**Action item**
Return every line of the entries that includes the word "Gray".

[Stored items]
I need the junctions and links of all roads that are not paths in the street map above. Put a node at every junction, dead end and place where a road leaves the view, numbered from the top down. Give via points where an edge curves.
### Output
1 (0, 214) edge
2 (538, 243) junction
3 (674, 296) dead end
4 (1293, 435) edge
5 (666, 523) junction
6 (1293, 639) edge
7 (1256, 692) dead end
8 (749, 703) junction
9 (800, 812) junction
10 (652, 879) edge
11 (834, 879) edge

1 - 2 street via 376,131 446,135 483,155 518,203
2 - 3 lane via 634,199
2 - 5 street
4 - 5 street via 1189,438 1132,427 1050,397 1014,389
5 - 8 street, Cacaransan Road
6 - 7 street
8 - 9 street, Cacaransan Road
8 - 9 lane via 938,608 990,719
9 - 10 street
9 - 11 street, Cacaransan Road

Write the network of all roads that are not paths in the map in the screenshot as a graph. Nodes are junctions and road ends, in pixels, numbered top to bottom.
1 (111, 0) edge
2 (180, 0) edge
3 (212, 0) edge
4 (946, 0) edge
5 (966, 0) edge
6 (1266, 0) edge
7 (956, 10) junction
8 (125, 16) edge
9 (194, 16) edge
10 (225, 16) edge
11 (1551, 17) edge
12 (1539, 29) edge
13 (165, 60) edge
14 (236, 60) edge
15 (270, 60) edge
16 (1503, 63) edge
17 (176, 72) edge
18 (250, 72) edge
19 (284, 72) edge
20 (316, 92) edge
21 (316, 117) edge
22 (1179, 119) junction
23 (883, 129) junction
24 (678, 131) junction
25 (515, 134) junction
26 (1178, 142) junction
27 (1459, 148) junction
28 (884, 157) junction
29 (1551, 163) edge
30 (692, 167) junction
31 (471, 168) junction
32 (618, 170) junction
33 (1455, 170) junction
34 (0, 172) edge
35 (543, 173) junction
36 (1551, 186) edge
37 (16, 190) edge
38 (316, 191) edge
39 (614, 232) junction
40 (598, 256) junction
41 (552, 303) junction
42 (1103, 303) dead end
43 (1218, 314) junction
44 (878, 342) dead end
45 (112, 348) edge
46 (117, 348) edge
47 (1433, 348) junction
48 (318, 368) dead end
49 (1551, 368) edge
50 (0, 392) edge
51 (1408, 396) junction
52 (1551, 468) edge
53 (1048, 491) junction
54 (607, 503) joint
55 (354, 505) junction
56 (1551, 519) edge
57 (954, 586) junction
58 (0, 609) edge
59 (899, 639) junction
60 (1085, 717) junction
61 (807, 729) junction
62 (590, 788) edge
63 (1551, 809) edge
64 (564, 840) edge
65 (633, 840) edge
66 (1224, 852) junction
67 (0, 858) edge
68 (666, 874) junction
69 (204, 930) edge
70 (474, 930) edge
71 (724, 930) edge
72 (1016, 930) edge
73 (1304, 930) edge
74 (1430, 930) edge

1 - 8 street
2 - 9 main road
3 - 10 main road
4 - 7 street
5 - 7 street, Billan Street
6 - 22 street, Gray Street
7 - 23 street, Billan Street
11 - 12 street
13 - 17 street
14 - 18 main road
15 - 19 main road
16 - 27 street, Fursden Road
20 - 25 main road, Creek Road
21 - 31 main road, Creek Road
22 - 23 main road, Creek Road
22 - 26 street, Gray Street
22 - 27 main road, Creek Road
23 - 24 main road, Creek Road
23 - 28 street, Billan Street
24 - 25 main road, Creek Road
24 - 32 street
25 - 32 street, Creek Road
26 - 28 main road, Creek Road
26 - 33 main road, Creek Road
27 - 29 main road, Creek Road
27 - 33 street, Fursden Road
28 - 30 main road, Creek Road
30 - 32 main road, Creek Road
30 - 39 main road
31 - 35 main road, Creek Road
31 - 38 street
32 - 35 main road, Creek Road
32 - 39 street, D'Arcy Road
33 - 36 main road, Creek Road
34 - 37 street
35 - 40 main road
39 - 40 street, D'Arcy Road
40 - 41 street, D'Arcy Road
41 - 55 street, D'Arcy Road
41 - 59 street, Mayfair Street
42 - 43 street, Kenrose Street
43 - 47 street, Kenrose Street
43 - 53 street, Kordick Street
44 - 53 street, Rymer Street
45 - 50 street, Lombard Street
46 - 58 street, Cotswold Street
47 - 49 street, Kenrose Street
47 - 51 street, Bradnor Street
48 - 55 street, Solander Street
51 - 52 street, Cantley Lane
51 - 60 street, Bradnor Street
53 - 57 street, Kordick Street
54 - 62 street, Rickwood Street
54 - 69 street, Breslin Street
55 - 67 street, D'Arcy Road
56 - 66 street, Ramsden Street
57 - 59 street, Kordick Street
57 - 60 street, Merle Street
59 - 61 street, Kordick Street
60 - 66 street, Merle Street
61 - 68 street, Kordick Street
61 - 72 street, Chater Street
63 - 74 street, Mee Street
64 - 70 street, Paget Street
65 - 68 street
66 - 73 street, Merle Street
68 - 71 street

**Written reply**
6 - 22 street, Gray Street
22 - 26 street, Gray Street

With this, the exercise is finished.